**WORK REQUEST:** Find the lines in the records below that contain "from", and report each of them.

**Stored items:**
--- --- ---
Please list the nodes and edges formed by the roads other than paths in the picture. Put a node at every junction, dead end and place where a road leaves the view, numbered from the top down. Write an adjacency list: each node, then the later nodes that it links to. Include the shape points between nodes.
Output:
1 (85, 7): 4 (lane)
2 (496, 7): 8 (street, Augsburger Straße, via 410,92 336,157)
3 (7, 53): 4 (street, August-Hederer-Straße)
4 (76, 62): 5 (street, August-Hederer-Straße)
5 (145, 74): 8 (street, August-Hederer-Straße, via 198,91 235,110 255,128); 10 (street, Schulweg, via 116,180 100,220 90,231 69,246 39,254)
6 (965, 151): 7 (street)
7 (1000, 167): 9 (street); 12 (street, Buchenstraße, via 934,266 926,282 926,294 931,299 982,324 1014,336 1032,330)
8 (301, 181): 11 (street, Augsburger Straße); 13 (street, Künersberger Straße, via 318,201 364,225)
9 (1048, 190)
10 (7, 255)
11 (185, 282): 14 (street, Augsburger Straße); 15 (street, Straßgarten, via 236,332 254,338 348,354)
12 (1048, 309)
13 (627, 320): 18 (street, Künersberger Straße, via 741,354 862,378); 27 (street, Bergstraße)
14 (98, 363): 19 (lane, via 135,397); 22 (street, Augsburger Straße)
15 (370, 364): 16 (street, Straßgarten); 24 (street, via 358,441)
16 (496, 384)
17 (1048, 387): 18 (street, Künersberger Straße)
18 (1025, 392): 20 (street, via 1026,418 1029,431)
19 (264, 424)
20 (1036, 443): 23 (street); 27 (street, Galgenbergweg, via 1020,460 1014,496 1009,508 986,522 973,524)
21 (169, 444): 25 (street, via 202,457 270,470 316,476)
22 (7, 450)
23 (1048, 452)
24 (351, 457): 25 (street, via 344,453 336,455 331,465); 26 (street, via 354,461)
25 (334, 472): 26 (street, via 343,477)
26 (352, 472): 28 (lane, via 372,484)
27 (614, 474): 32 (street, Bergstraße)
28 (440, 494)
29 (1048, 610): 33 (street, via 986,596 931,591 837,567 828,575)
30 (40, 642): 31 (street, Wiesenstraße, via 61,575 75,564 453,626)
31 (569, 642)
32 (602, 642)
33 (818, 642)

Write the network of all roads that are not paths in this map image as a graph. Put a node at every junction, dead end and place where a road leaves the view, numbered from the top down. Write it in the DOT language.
--- --- ---
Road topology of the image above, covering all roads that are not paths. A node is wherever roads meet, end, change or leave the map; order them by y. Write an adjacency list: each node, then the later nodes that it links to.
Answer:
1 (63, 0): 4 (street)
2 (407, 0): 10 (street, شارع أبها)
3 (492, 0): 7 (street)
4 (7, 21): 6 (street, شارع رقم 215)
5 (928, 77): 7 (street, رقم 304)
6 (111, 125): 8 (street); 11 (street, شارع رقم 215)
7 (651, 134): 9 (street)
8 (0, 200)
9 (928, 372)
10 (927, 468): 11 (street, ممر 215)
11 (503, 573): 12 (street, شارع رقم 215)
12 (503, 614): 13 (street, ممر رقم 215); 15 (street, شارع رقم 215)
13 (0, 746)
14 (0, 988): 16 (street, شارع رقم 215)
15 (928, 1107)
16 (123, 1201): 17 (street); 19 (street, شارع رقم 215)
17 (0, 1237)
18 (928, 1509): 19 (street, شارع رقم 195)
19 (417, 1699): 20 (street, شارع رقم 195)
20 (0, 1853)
--- --- ---
**ANSWER TO THE PROBLEM:**
Please list the nodes and edges formed by the roads other than paths in the picture. Put a node at every junction, dead end and place where a road leaves the view, numbered from the top down. Write an adjacency list: each node, then the later nodes that it links to. Include the shape points between nodes.
Write the network of all roads that are not paths in this map image as a graph. Put a node at every junction, dead end and place where a road leaves the view, numbered from the top down. Write it in the DOT language.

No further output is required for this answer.